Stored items
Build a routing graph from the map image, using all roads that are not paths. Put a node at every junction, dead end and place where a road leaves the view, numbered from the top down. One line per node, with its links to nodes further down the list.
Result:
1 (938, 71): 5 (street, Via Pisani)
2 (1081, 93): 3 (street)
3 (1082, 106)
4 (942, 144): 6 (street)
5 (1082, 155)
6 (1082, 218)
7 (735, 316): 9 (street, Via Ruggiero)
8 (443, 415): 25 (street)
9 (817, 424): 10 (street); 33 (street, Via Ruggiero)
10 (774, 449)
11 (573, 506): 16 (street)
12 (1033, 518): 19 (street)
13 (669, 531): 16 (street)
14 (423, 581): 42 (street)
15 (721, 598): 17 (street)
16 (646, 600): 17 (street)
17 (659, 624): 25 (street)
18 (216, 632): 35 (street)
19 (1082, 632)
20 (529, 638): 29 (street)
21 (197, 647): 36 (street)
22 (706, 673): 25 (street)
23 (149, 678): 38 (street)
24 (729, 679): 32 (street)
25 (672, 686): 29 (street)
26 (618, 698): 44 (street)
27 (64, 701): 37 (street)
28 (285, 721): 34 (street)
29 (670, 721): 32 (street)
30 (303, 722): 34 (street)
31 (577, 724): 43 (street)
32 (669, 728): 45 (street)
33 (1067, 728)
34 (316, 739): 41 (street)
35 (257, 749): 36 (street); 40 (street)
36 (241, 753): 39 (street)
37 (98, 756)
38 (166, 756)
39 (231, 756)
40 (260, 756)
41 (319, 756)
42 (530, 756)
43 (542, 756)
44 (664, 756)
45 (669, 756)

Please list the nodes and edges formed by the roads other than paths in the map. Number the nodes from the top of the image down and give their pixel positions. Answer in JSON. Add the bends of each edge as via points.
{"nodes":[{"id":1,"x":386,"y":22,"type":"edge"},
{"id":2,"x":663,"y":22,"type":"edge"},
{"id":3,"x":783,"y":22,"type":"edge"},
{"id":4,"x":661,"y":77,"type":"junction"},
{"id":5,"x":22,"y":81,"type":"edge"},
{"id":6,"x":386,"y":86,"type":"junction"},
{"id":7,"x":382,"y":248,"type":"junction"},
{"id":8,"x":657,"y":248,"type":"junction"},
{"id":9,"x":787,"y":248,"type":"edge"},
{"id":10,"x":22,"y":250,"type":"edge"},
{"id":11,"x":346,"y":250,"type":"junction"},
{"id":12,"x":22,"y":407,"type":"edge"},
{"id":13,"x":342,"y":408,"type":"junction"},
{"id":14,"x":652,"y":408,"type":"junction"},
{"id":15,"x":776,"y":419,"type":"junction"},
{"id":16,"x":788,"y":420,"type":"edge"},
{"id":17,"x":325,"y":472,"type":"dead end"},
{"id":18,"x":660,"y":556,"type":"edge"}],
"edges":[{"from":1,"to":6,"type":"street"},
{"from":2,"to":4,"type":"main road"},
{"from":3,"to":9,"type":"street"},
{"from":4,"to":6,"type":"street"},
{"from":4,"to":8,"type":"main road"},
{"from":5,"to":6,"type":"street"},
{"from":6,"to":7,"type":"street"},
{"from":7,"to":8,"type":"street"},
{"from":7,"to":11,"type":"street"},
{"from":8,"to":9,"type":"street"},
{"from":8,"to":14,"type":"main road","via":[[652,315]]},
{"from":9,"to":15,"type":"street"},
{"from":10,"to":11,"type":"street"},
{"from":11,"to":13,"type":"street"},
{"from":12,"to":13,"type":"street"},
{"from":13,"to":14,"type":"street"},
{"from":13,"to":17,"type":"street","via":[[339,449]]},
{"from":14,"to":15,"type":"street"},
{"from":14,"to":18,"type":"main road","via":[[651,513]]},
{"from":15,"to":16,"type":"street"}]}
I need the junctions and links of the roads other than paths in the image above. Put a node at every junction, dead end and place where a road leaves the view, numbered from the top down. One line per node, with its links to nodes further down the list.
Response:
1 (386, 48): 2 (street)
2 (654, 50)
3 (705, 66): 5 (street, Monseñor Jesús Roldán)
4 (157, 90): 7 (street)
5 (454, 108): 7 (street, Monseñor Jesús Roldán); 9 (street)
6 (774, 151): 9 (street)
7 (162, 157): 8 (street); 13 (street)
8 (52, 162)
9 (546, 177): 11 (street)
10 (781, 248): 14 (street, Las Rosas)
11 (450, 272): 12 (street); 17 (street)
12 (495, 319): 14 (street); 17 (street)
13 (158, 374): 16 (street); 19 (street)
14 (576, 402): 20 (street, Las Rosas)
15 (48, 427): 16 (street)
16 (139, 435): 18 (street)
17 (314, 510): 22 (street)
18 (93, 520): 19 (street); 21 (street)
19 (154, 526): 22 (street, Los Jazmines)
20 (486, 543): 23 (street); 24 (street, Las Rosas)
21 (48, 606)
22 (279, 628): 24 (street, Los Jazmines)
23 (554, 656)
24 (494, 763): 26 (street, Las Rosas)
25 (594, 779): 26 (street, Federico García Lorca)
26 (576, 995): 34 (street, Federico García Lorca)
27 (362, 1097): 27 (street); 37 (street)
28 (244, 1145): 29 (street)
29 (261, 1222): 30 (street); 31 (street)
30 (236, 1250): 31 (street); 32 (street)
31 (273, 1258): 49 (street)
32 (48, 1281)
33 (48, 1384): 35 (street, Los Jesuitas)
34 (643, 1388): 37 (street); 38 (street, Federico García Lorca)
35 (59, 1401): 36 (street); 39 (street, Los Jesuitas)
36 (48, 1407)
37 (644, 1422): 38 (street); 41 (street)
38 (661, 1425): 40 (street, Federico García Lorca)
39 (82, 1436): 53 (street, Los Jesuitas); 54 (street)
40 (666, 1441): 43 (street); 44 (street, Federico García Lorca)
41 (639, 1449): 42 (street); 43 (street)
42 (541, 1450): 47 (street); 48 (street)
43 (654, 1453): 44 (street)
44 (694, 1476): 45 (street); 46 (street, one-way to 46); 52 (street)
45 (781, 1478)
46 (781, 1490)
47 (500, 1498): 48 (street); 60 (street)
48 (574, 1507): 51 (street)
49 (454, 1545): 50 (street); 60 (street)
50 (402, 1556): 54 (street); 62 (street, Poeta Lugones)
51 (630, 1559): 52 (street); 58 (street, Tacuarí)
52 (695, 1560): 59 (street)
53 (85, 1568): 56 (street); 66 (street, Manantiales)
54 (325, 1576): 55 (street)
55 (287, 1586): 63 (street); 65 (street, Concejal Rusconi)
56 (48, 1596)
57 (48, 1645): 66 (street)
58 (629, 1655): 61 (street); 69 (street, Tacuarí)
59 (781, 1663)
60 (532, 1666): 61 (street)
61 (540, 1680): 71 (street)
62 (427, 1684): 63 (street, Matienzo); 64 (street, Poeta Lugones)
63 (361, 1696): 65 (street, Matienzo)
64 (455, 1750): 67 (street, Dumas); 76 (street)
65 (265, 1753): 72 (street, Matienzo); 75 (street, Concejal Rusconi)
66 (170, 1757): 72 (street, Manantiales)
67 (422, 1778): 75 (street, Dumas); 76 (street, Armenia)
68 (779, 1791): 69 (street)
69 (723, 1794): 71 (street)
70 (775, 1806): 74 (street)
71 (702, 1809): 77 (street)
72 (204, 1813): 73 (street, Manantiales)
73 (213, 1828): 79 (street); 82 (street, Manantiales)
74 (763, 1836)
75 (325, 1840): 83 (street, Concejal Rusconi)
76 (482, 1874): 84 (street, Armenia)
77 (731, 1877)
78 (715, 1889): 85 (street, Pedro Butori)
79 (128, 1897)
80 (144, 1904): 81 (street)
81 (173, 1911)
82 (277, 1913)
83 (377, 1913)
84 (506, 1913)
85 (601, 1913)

WORK TASK => Each entry should be written out again exactly, with no word left out.

RESPONSE AREA =>
Build a routing graph from the map image, using all roads that are not paths. Put a node at every junction, dead end and place where a road leaves the view, numbered from the top down. One line per node, with its links to nodes further down the list.
Result:
1 (938, 71): 5 (street, Via Pisani)
2 (1081, 93): 3 (street)
3 (1082, 106)
4 (942, 144): 6 (street)
5 (1082, 155)
6 (1082, 218)
7 (735, 316): 9 (street, Via Ruggiero)
8 (443, 415): 25 (street)
9 (817, 424): 10 (street); 33 (street, Via Ruggiero)
10 (774, 449)
11 (573, 506): 16 (street)
12 (1033, 518): 19 (street)
13 (669, 531): 16 (street)
14 (423, 581): 42 (street)
15 (721, 598): 17 (street)
16 (646, 600): 17 (street)
17 (659, 624): 25 (street)
18 (216, 632): 35 (street)
19 (1082, 632)
20 (529, 638): 29 (street)
21 (197, 647): 36 (street)
22 (706, 673): 25 (street)
23 (149, 678): 38 (street)
24 (729, 679): 32 (street)
25 (672, 686): 29 (street)
26 (618, 698): 44 (street)
27 (64, 701): 37 (street)
28 (285, 721): 34 (street)
29 (670, 721): 32 (street)
30 (303, 722): 34 (street)
31 (577, 724): 43 (street)
32 (669, 728): 45 (street)
33 (1067, 728)
34 (316, 739): 41 (street)
35 (257, 749): 36 (street); 40 (street)
36 (241, 753): 39 (street)
37 (98, 756)
38 (166, 756)
39 (231, 756)
40 (260, 756)
41 (319, 756)
42 (530, 756)
43 (542, 756)
44 (664, 756)
45 (669, 756)

Please list the nodes and edges formed by the roads other than paths in the map. Number the nodes from the top of the image down and give their pixel positions. Answer in JSON. Add the bends of each edge as via points.
{"nodes":[{"id":1,"x":386,"y":22,"type":"edge"},
{"id":2,"x":663,"y":22,"type":"edge"},
{"id":3,"x":783,"y":22,"type":"edge"},
{"id":4,"x":661,"y":77,"type":"junction"},
{"id":5,"x":22,"y":81,"type":"edge"},
{"id":6,"x":386,"y":86,"type":"junction"},
{"id":7,"x":382,"y":248,"type":"junction"},
{"id":8,"x":657,"y":248,"type":"junction"},
{"id":9,"x":787,"y":248,"type":"edge"},
{"id":10,"x":22,"y":250,"type":"edge"},
{"id":11,"x":346,"y":250,"type":"junction"},
{"id":12,"x":22,"y":407,"type":"edge"},
{"id":13,"x":342,"y":408,"type":"junction"},
{"id":14,"x":652,"y":408,"type":"junction"},
{"id":15,"x":776,"y":419,"type":"junction"},
{"id":16,"x":788,"y":420,"type":"edge"},
{"id":17,"x":325,"y":472,"type":"dead end"},
{"id":18,"x":660,"y":556,"type":"edge"}],
"edges":[{"from":1,"to":6,"type":"street"},
{"from":2,"to":4,"type":"main road"},
{"from":3,"to":9,"type":"street"},
{"from":4,"to":6,"type":"street"},
{"from":4,"to":8,"type":"main road"},
{"from":5,"to":6,"type":"street"},
{"from":6,"to":7,"type":"street"},
{"from":7,"to":8,"type":"street"},
{"from":7,"to":11,"type":"street"},
{"from":8,"to":9,"type":"street"},
{"from":8,"to":14,"type":"main road","via":[[652,315]]},
{"from":9,"to":15,"type":"street"},
{"from":10,"to":11,"type":"street"},
{"from":11,"to":13,"type":"street"},
{"from":12,"to":13,"type":"street"},
{"from":13,"to":14,"type":"street"},
{"from":13,"to":17,"type":"street","via":[[339,449]]},
{"from":14,"to":15,"type":"street"},
{"from":14,"to":18,"type":"main road","via":[[651,513]]},
{"from":15,"to":16,"type":"street"}]}
I need the junctions and links of the roads other than paths in the image above. Put a node at every junction, dead end and place where a road leaves the view, numbered from the top down. One line per node, with its links to nodes further down the list.
Response:
1 (386, 48): 2 (street)
2 (654, 50)
3 (705, 66): 5 (street, Monseñor Jesús Roldán)
4 (157, 90): 7 (street)
5 (454, 108): 7 (street, Monseñor Jesús Roldán); 9 (street)
6 (774, 151): 9 (street)
7 (162, 157): 8 (street); 13 (street)
8 (52, 162)
9 (546, 177): 11 (street)
10 (781, 248): 14 (street, Las Rosas)
11 (450, 272): 12 (street); 17 (street)
12 (495, 319): 14 (street); 17 (street)
13 (158, 374): 16 (street); 19 (street)
14 (576, 402): 20 (street, Las Rosas)
15 (48, 427): 16 (street)
16 (139, 435): 18 (street)
17 (314, 510): 22 (street)
18 (93, 520): 19 (street); 21 (street)
19 (154, 526): 22 (street, Los Jazmines)
20 (486, 543): 23 (street); 24 (street, Las Rosas)
21 (48, 606)
22 (279, 628): 24 (street, Los Jazmines)
23 (554, 656)
24 (494, 763): 26 (street, Las Rosas)
25 (594, 779): 26 (street, Federico García Lorca)
26 (576, 995): 34 (street, Federico García Lorca)
27 (362, 1097): 27 (street); 37 (street)
28 (244, 1145): 29 (street)
29 (261, 1222): 30 (street); 31 (street)
30 (236, 1250): 31 (street); 32 (street)
31 (273, 1258): 49 (street)
32 (48, 1281)
33 (48, 1384): 35 (street, Los Jesuitas)
34 (643, 1388): 37 (street); 38 (street, Federico García Lorca)
35 (59, 1401): 36 (street); 39 (street, Los Jesuitas)
36 (48, 1407)
37 (644, 1422): 38 (street); 41 (street)
38 (661, 1425): 40 (street, Federico García Lorca)
39 (82, 1436): 53 (street, Los Jesuitas); 54 (street)
40 (666, 1441): 43 (street); 44 (street, Federico García Lorca)
41 (639, 1449): 42 (street); 43 (street)
42 (541, 1450): 47 (street); 48 (street)
43 (654, 1453): 44 (street)
44 (694, 1476): 45 (street); 46 (street, one-way to 46); 52 (street)
45 (781, 1478)
46 (781, 1490)
47 (500, 1498): 48 (street); 60 (street)
48 (574, 1507): 51 (street)
49 (454, 1545): 50 (street); 60 (street)
50 (402, 1556): 54 (street); 62 (street, Poeta Lugones)
51 (630, 1559): 52 (street); 58 (street, Tacuarí)
52 (695, 1560): 59 (street)
53 (85, 1568): 56 (street); 66 (street, Manantiales)
54 (325, 1576): 55 (street)
55 (287, 1586): 63 (street); 65 (street, Concejal Rusconi)
56 (48, 1596)
57 (48, 1645): 66 (street)
58 (629, 1655): 61 (street); 69 (street, Tacuarí)
59 (781, 1663)
60 (532, 1666): 61 (street)
61 (540, 1680): 71 (street)
62 (427, 1684): 63 (street, Matienzo); 64 (street, Poeta Lugones)
63 (361, 1696): 65 (street, Matienzo)
64 (455, 1750): 67 (street, Dumas); 76 (street)
65 (265, 1753): 72 (street, Matienzo); 75 (street, Concejal Rusconi)
66 (170, 1757): 72 (street, Manantiales)
67 (422, 1778): 75 (street, Dumas); 76 (street, Armenia)
68 (779, 1791): 69 (street)
69 (723, 1794): 71 (street)
70 (775, 1806): 74 (street)
71 (702, 1809): 77 (street)
72 (204, 1813): 73 (street, Manantiales)
73 (213, 1828): 79 (street); 82 (street, Manantiales)
74 (763, 1836)
75 (325, 1840): 83 (street, Concejal Rusconi)
76 (482, 1874): 84 (street, Armenia)
77 (731, 1877)
78 (715, 1889): 85 (street, Pedro Butori)
79 (128, 1897)
80 (144, 1904): 81 (street)
81 (173, 1911)
82 (277, 1913)
83 (377, 1913)
84 (506, 1913)
85 (601, 1913)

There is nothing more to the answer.